The 1891 Census of Canada makes our little Calhoun family seem so normal, cohesive. As I have seen on other Census data, the age noted for Robert is wrong. It says he is 42, but depending on when the census was actually taken, he would be 43 or 44 and Eliza is listed as 38 but she is either 36 or 37. The family patriarch, Robert, is 44 and an Agent (probably still for Rathbun Lumber Company). Eliza is 37 and a housewife. The family religion is said to be Methodist. All the children are still listed in their household: Charley is 19 (and listed as a YMCA Secretary, Grace is 17, Bertha is 15, Alex is 11, Marion is 7, Kathleen is 4, and Doug is 1. Very tidy.
Research within the family (grandchildren of Charley’s) tells me that Charley and his father didn’t get along. In fact, Charley’s granddaughter, Diane, tells me that he had been beaten down (at least mentally) by his father. He left the family home early and separated himself from his parents. He wanted to go to college but never had the opportunity because there was not enough money. Charley went out and got a job. He was a very religious man and the YMCA would have been a great place for him. The YMCA’s mission was to engage young men and promote Christian values. Charley was a very religious man throughout his life.

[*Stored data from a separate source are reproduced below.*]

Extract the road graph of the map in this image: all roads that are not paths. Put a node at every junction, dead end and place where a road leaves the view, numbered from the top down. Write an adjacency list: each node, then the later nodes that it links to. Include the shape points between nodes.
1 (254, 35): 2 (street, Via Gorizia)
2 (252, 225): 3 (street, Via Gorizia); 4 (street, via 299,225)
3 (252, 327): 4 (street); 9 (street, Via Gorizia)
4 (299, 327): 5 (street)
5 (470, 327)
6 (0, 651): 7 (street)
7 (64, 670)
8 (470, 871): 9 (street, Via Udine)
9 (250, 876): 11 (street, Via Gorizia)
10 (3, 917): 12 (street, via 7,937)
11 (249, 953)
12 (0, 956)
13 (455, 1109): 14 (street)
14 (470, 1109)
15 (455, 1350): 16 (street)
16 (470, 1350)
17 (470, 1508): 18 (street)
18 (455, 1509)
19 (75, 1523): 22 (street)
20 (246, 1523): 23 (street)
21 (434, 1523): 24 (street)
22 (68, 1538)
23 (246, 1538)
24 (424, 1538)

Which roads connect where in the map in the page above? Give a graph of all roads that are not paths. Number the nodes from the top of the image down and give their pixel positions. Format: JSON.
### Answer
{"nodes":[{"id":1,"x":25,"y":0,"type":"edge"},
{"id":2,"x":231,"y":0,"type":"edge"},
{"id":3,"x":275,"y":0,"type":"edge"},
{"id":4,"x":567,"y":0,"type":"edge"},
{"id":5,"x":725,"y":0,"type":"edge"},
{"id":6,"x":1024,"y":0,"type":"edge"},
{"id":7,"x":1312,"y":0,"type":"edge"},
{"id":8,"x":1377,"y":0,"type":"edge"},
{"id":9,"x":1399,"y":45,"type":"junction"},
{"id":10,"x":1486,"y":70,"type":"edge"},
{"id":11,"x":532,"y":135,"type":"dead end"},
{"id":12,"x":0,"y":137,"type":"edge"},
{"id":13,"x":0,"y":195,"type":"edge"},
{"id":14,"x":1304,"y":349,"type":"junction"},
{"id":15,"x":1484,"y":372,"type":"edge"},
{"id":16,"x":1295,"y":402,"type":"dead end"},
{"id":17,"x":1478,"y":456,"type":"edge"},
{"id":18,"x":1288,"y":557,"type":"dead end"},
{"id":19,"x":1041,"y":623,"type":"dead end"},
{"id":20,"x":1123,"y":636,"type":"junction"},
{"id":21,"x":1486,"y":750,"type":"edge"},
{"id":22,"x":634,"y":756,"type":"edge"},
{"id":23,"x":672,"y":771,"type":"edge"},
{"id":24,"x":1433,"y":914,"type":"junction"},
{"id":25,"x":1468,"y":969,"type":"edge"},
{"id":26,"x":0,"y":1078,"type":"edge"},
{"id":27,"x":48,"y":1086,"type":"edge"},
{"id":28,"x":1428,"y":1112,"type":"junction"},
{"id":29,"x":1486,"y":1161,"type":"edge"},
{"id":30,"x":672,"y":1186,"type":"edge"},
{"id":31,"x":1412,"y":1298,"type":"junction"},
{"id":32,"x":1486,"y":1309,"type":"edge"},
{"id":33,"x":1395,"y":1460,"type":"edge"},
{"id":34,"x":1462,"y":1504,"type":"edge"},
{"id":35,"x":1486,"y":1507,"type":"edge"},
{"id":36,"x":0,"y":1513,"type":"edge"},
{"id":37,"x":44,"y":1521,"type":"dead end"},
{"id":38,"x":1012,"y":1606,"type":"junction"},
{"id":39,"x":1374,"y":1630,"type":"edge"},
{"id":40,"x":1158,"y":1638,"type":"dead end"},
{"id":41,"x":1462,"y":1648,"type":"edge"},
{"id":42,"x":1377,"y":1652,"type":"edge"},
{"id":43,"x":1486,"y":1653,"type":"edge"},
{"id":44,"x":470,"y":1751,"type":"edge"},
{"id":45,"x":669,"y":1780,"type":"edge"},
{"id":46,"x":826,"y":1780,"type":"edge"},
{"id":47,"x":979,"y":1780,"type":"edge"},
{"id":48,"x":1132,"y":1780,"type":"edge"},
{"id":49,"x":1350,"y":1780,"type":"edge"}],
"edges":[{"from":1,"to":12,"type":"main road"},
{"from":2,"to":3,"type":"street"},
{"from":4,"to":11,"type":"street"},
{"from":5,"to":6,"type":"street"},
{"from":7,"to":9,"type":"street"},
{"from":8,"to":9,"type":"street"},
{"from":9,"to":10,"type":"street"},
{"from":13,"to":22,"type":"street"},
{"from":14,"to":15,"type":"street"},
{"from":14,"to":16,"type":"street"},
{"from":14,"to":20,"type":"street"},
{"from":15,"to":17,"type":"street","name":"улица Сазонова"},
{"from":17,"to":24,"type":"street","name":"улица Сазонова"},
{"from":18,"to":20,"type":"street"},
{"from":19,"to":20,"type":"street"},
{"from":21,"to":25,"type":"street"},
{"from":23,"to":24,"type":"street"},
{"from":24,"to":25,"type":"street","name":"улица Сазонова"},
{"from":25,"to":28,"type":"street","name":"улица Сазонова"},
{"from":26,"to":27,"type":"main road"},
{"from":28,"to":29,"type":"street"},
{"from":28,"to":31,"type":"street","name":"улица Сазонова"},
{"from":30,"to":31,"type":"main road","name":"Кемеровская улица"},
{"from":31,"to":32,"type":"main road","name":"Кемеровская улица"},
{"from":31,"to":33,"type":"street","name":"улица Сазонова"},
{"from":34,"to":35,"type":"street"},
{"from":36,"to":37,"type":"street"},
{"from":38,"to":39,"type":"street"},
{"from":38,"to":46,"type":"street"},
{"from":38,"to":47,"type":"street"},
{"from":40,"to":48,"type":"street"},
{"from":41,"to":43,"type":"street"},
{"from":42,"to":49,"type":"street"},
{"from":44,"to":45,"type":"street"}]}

I wonder if Charley’s father, Robert, had felt trapped by his wife’s pregnancy and took it out on Charley, though there is also evidence that he was not always kind to his wife. This came out in letters between his daughters, Marion and Kathleen.
His mother, Eliza, on the other hand, was always written about and talked about as being a very kind woman. Her children and her grandchildren adored her.
In 1891, daughter Grace had begun teaching. She was teaching in Belleville and the rest of the family, save Charley, had moved to Ottawa about 2-3 years later…the family story is that Robert was looking for educational opportunities for his very bright children.
Charley moved to Montreal, Quebec with the YMCA and continued to excel in that organization. He became a master fundraiser, and worked his way up to the International YMCA and worked in New York. He married EFFIE MARGARET BUDGE, the boss’s daughter, and had a family of 4 girls and a boy (Margaret Calhoun Sedgewick, Robert Budge Calhoun, Kathleen Calhoun Leathem, Eileen Calhoun Russell, and Beatrice Calhoun Nancekevill). He died at 86.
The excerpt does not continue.